# Reuse of an old crib + one



## Janet Cooke (Aug 14, 2013)

I realized after putting this in chit chat that links might be a better spot. I know that's where I search when I think...Hmmm, I believe I saw something about...

http://www.apartmenttherapy.com/turn-an-old-crib-into-a-work-b-155012


----------



## vayankee (May 5, 2011)

Isn't that clever! Wish I'd seen that when my son was little!


----------



## LadyBecket (Jun 26, 2012)

What a sweet idea!! Thank you for sharing it with us!!!


----------



## Janet Cooke (Aug 14, 2013)

One of my fellow venders at Big Flea RI does repurposing of old pieces. I am going to make sure he checks this and the other ideas out. A little inspiration never hurts.


----------



## Jessica-Jean (Mar 14, 2011)

This is a great idea for the older, unsafe, no longer even legal to _give away_ cribs with too widely spaced bars! Some of them were made from hardwood. Great idea! I'll be watching to pick one up from the side of the street. Fixed higher, it'll fit an adult's chair.


----------



## Janet Cooke (Aug 14, 2013)

Uh huh, a quick search turns up all kinds of great uses. I was amazed, once again, at how creative people are.


----------



## Jessica-Jean (Mar 14, 2011)

jelun2 said:


> Uh huh, a quick search turns up all kinds of great uses. I was amazed, once again, at how creative people are.

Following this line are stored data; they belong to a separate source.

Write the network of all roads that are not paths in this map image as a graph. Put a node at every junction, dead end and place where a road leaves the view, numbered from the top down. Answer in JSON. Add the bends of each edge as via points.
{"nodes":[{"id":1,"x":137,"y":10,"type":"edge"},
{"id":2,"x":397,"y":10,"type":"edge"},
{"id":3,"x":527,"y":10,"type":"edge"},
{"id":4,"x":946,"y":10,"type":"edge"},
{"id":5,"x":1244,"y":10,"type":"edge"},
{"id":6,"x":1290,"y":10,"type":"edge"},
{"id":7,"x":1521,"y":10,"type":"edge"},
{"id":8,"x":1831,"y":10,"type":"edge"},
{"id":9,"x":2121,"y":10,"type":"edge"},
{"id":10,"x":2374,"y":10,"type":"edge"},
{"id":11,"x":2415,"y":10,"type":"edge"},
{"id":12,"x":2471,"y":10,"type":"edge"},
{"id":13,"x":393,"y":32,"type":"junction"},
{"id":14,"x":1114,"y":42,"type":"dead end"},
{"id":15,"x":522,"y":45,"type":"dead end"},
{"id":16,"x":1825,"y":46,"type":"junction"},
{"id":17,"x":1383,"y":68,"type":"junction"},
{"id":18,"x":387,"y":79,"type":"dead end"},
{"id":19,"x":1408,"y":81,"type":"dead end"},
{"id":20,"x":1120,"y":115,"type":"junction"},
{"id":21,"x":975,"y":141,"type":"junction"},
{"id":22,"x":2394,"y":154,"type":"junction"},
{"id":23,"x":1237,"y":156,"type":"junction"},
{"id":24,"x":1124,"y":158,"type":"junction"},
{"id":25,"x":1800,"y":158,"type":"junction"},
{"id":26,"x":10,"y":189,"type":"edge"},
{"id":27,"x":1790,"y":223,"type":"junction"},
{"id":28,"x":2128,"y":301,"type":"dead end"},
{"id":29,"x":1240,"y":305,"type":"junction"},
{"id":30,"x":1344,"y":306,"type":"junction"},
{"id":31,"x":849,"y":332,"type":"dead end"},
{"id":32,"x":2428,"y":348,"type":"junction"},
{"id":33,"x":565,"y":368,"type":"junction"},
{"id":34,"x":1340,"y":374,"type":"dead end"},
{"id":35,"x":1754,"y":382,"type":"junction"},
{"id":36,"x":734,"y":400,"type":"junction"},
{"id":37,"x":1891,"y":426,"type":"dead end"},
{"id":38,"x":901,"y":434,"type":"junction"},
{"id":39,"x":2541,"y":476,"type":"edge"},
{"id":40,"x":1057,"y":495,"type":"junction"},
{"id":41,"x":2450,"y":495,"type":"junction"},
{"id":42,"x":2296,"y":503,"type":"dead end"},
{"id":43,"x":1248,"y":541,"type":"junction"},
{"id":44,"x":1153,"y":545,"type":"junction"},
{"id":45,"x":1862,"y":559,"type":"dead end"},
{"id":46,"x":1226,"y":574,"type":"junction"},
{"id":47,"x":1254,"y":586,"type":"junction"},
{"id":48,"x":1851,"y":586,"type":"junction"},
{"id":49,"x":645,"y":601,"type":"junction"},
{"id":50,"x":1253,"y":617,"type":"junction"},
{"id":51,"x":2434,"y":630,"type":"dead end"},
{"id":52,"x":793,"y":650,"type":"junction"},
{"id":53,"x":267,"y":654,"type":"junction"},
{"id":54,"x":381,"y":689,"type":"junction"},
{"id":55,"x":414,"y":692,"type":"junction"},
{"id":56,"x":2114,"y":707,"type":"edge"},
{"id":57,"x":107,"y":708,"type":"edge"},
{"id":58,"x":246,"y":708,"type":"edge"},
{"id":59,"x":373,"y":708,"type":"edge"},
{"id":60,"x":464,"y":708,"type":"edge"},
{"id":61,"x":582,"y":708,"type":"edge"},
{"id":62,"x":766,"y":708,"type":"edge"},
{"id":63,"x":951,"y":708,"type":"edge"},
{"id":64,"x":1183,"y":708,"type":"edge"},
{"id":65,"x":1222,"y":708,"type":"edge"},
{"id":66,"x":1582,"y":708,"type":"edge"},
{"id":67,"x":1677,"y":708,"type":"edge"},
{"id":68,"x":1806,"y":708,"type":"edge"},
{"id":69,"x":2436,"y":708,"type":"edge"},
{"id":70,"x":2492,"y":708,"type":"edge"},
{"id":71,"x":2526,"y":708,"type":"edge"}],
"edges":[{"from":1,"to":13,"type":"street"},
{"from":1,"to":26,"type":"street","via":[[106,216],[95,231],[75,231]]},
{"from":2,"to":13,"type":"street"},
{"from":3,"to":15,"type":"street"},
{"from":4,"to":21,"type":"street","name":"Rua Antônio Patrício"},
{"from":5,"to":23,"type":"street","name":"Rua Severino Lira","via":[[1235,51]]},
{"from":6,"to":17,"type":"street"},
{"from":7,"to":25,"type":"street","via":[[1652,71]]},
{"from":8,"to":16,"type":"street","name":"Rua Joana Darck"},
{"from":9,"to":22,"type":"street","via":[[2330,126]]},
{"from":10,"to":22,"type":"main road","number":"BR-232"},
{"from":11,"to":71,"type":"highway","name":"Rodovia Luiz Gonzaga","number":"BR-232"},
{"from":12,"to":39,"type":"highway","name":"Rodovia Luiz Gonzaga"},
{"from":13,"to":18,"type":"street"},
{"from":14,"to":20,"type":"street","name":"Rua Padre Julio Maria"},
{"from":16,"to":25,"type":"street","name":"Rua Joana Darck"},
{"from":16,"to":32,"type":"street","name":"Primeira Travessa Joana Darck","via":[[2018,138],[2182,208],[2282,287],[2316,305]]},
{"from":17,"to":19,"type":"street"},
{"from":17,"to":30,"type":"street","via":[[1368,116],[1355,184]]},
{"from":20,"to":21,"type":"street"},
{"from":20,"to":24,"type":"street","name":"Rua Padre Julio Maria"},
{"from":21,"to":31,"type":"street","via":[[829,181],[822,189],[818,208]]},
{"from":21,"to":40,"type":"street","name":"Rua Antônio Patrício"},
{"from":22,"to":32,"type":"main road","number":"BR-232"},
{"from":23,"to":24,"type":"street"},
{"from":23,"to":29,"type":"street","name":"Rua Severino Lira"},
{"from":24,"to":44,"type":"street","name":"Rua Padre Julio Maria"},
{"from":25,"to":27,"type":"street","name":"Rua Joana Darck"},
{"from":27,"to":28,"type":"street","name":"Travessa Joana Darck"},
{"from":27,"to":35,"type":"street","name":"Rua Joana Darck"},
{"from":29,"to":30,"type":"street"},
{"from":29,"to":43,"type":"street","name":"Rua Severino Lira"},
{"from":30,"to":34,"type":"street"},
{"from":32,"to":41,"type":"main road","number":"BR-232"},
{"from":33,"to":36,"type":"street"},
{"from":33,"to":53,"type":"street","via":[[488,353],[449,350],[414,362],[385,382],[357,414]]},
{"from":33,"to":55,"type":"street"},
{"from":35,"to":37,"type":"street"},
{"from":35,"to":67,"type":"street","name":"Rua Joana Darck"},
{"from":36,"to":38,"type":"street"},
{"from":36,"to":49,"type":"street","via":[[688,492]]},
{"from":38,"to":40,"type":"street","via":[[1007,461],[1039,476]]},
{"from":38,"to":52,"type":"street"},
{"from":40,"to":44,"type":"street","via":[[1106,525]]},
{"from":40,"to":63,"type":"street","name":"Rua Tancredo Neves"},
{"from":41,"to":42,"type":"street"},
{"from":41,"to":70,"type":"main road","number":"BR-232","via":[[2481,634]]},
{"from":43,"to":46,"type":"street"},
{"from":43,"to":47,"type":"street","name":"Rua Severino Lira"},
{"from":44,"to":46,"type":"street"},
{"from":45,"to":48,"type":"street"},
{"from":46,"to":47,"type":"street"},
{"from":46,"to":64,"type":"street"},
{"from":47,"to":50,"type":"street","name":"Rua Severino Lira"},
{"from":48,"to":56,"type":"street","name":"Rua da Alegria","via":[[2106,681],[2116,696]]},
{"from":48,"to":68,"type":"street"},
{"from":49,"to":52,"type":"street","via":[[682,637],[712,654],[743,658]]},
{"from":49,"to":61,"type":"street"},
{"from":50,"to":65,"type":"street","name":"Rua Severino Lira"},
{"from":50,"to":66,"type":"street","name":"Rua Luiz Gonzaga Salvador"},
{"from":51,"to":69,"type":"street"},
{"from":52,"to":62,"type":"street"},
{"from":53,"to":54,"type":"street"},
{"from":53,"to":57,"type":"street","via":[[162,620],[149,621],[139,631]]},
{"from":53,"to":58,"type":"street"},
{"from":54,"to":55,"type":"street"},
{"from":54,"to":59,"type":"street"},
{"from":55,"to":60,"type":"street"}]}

Right you are! http://tinyurl.com/k68vl99


----------



## Gladrags (Mar 18, 2012)

Well isn't that a great idea, some people are so talented.


----------



## Janet Cooke (Aug 14, 2013)

Thanks so much for doing that, I was out first thing this morning and thought "how rude was that?" and came on to do a quick search to add that in. 
Sorry about that. 
I wish I were that clever!



Jessica-Jean said:


> Right you are! http://tinyurl.com/k68vl99


----------



## Mags1956 (Sep 15, 2012)

What a clever idea. Have saved this to show my daughter.


----------



## whitetail (Feb 19, 2011)

great idea


----------



## sanchezs (May 19, 2011)

How cool is that !
I will have to keep that in mind.


----------



## judyr (Feb 20, 2011)

Some people can think outside the box! Great idea. I bought two changing baby stations. One is beside my bed like a nightstand. The top shelf holds a lamp, kleenex box and other nondescript things. The other two shelves hold books that I read before turning out the light. My other one is at the foot of the stairs and holds magazines that I subscribe to and want to keep.


----------



## dotcarp2000 (Sep 5, 2011)

jelun2 said:


> I realized after putting this in chit chat that links might be a better spot. I know that's where I search when I think...Hmmm, I believe I saw something about...
> 
> http://www.apartmenttherapy.com/turn-an-old-crib-into-a-work-b-155012


It's hard to buy a used crib bec of the liability of the side dropping and the baby falling out. so this is an excellent idea for use of a crib. But what is the MFD that she used to line the bottom with?? Is it simply plywood??


----------



## AuntKnitty (Apr 10, 2011)

Back in the 70's when I was a teen, I turned our old wrought iron baby bed into a love seat. My dad installed braces so the frame was stable with only 3 sides, then I painted it white. I made 2 "mattresses" with layers of quilt batting, one for the bottom and one for the back and then made some throw pillows for it. I stitched ties on both so they would slide around. I used it -for years- when I first moved away from home.


----------



## ggclaudia (Jun 8, 2011)

Wish I had seen this 50years ago.


----------



## Jessica-Jean (Mar 14, 2011)

dotcarp2000 said:


> It's hard to buy a used crib bec of the liability of the side dropping and the baby falling out. so this is an excellent idea for use of a crib. But what is the MFD that she used to line the bottom with?? Is it simply plywood??


In this case, MDF is Medium-Density Fiberboard. It is NOT plywood. http://en.wikipedia.org/wiki/Medium-density_fibreboard


----------



## Damama (Oct 2, 2011)

Awesome idea! Very clever.
:thumbup: :thumbup: :thumbup:


----------



## dotcarp2000 (Sep 5, 2011)

No wonder we love you, Jessica Jean. You have a wealth of information that you always share with us. Thanks for clarifying. YOur're a sweetheart.


----------



## Janet Cooke (Aug 14, 2013)

Checking out MFD it certainly seems to be your typical plywood. Medium density fiberboard...



dotcarp2000 said:


> It's hard to buy a used crib bec of the liability of the side dropping and the baby falling out. so this is an excellent idea for use of a crib. But what is the MFD that she used to line the bottom with?? Is it simply plywood??


----------



## Janet Cooke (Aug 14, 2013)

So now I have to look up plywood and the differences. I love learning new things even though it doesn't always stick.

http://www.differencebetween.info/difference-between-mdf-and-plywood



Jessica-Jean said:


> In this case, MDF is Medium-Density Fiberboard. It is NOT plywood. http://en.wikipedia.org/wiki/Medium-density_fibreboard


----------



## Reyna (Oct 24, 2012)

So cute! A wonderful idea.


----------